I had liefer he had let that last alone. It sticketh in my throat somewhat. Yet have I Father’s consent to loving: and surely none need break God’s commandments because they love each other. ’Tis no breaking thereof for me to meet and talk with Sir Edwin—of that am I as certain as that my name is Milisent. And I have not told a single lie about it, sithence my good Protection revealed in mine ear the right way not to tell lies: namely, should Mother ask me, “Milly, hast thou seen again that gentleman?” that I should say out loud, “No, Mother,”—and whisper to myself, under my breath, “this morrow,”—the which should make it perfectly true. And right glad was I to hear of this most neat and delicate way of saving the truth, and yet not uttering your secrets.

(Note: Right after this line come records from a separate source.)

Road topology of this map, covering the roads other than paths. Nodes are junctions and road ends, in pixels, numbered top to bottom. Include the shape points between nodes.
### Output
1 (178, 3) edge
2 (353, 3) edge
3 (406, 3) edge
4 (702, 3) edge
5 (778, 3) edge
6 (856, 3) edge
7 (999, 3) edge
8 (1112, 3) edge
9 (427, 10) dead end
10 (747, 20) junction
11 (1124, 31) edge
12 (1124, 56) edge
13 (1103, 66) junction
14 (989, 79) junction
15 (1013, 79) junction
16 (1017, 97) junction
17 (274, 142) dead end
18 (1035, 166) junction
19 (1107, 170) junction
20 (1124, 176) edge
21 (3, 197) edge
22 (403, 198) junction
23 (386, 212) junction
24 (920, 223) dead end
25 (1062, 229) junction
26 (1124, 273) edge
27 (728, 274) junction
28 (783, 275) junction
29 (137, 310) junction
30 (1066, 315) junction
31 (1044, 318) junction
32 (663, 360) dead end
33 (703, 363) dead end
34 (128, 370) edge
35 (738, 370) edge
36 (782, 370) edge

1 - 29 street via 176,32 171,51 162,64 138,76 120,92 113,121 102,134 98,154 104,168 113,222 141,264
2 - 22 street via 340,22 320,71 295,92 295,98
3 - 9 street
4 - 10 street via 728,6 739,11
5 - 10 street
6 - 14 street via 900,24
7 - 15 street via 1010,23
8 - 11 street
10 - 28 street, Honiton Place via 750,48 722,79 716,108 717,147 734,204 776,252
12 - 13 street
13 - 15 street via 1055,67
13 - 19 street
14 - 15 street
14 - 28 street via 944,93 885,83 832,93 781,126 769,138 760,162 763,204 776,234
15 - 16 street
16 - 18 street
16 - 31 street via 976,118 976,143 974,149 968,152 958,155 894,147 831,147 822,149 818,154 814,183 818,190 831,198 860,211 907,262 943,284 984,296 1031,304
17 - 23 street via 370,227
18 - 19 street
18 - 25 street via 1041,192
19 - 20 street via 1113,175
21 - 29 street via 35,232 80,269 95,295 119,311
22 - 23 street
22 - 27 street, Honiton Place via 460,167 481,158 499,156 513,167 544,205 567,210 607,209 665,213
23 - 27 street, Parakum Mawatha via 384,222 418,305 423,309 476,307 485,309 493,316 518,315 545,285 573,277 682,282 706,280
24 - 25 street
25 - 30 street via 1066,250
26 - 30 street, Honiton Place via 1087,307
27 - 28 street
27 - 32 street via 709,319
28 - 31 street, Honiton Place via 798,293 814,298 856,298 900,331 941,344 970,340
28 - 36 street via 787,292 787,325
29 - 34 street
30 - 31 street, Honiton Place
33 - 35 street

Selwick Hall, November ye xxii.
If Mistress Helena Louvaine could ever hold her peace from saying just the very matter that I would give her a broad shilling to be quiet on! Here, now, this even, when all we were sat in hall, what should she begin with, but—
“Father, there is a thing I would ask at you.”
“Say on, my maid,” quoth he, right kindly as his wont is: for Father is alway ready to counsel us maids, whensoever we may desire it.

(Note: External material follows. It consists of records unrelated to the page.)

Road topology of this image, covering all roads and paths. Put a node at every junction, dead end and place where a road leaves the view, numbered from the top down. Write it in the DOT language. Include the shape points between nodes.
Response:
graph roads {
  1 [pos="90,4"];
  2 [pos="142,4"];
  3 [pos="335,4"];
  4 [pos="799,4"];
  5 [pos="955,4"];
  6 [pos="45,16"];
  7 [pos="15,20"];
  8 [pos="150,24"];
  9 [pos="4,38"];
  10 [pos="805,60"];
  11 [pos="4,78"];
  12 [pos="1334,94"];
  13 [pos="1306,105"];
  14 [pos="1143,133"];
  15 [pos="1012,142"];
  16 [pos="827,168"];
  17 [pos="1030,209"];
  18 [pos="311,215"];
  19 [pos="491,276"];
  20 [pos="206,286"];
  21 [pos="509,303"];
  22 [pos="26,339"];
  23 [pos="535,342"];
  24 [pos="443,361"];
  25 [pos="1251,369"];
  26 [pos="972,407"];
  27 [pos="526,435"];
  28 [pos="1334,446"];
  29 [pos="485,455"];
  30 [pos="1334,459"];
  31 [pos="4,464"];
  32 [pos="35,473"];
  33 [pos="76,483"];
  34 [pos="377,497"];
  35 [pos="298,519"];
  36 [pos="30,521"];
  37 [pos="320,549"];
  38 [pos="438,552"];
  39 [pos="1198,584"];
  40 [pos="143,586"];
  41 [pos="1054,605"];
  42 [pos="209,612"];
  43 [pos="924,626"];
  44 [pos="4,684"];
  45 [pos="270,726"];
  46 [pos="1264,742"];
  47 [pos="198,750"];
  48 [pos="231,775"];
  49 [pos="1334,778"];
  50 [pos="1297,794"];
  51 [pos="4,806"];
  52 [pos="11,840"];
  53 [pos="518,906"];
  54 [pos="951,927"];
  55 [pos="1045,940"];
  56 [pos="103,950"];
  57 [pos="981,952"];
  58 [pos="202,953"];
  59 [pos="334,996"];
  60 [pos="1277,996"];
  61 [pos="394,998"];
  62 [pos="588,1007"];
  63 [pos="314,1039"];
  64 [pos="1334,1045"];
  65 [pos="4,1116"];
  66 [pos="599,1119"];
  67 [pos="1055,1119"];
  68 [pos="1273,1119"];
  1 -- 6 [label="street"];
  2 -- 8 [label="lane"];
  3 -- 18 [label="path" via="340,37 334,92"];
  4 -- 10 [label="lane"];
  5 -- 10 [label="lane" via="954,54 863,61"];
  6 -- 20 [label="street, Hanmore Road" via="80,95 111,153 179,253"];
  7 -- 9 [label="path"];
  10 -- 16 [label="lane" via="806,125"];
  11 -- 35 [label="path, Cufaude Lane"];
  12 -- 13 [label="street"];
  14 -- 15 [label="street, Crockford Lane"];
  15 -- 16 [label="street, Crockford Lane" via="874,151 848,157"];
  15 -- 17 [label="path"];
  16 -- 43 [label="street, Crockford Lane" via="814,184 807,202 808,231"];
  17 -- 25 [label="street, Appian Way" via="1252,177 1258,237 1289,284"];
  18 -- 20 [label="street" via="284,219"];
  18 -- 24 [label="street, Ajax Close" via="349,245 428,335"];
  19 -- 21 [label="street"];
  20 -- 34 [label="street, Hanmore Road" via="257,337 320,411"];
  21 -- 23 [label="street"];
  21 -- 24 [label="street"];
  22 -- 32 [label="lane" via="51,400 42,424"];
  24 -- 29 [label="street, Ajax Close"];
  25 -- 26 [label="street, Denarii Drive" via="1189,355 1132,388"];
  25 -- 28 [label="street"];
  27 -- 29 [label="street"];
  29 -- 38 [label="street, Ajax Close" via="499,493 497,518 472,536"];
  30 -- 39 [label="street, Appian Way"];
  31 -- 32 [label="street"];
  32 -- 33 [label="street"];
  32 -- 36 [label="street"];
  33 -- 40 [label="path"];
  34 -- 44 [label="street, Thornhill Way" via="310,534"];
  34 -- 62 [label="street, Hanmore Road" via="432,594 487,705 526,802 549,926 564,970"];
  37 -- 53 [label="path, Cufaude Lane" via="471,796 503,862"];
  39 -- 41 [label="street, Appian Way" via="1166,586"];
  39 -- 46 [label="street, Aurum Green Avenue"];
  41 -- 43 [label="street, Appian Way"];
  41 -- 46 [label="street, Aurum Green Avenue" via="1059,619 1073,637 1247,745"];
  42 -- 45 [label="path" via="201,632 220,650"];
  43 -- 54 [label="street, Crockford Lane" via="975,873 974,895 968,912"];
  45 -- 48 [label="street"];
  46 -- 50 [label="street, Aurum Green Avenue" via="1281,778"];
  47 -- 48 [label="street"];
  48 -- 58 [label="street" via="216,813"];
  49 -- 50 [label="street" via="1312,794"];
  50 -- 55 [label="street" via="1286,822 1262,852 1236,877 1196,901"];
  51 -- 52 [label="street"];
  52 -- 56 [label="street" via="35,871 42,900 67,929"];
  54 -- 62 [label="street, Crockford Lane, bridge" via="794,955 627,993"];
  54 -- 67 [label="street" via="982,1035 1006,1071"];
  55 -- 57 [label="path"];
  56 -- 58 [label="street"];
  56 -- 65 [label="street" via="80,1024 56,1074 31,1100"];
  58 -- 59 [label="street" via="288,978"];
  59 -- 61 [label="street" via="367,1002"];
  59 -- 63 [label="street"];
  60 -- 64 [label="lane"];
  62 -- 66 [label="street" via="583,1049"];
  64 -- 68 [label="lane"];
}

“Then, Father,” saith she, “what is falsehood? Where doth it begin and end? Put a case that I am talking with Alice Lewthwaite, and she shall ask me somewhat that I list not to tell her. Should I commit sin, if I told her but the half?”
“Hardly plain enough, my maid,” saith Father. “As to where falsehood begins and ends,—it begins in thine heart: but where it ends, who shall tell but God? But set forth thy case something plainer.”

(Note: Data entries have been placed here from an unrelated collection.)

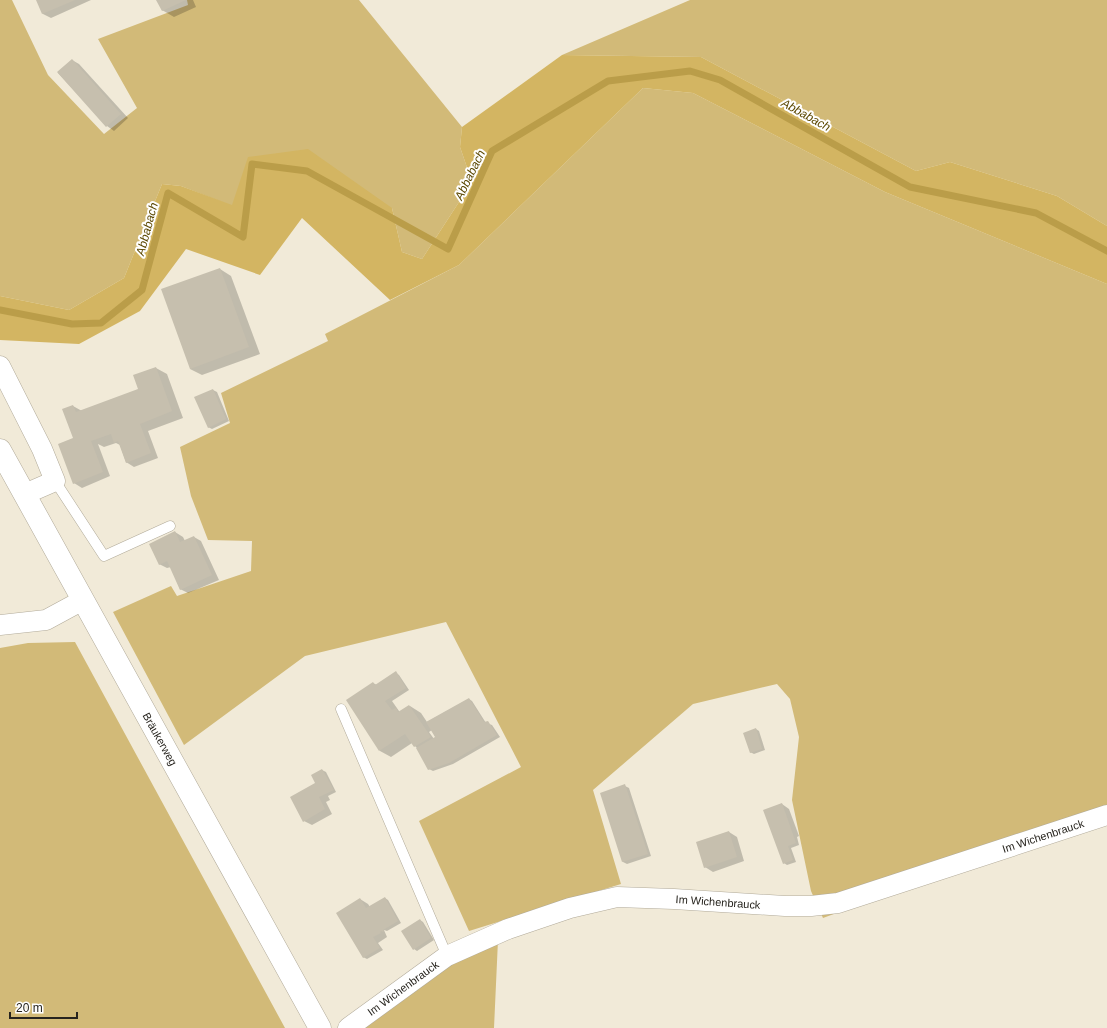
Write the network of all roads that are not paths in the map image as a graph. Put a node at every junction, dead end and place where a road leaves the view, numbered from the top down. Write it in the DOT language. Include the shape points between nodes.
graph roads {
  1 [pos="0,366"];
  2 [pos="0,450"];
  3 [pos="55,481"];
  4 [pos="25,494"];
  5 [pos="170,526"];
  6 [pos="83,600"];
  7 [pos="0,625"];
  8 [pos="340,709"];
  9 [pos="1107,815"];
  10 [pos="447,956"];
  11 [pos="352,1027"];
  12 [pos="320,1028"];
  1 -- 3 [label="street" via="42,449"];
  2 -- 4 [label="main road, Bräukerweg"];
  3 -- 4 [label="street"];
  3 -- 5 [label="lane" via="104,556"];
  4 -- 6 [label="main road, Bräukerweg"];
  6 -- 7 [label="street" via="46,620"];
  6 -- 12 [label="main road, Bräukerweg"];
  8 -- 10 [label="lane"];
  9 -- 10 [label="street, Im Wichenbrauck" via="838,903 785,906 617,897 570,908 508,929"];
  10 -- 11 [label="street, Im Wichenbrauck"];
}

“Well,” saith she, “suppose, Father, that Mother or you had showed to me that Wat was coming home, but had (for some cause you wist, and I not) bidden me not to tell the same. If Alice should say ‘Hast heard aught of late touching Wat, Nell?’ must I say to her plain, ‘I cannot answer thee,’—the which should show her there was a secret: or should there be no ill to say ‘Not to-day,’ or ‘Nought much,’ or some such matter as that?”
“Should there be any wrong in that, Father?” saith Edith, as though she could not think there should.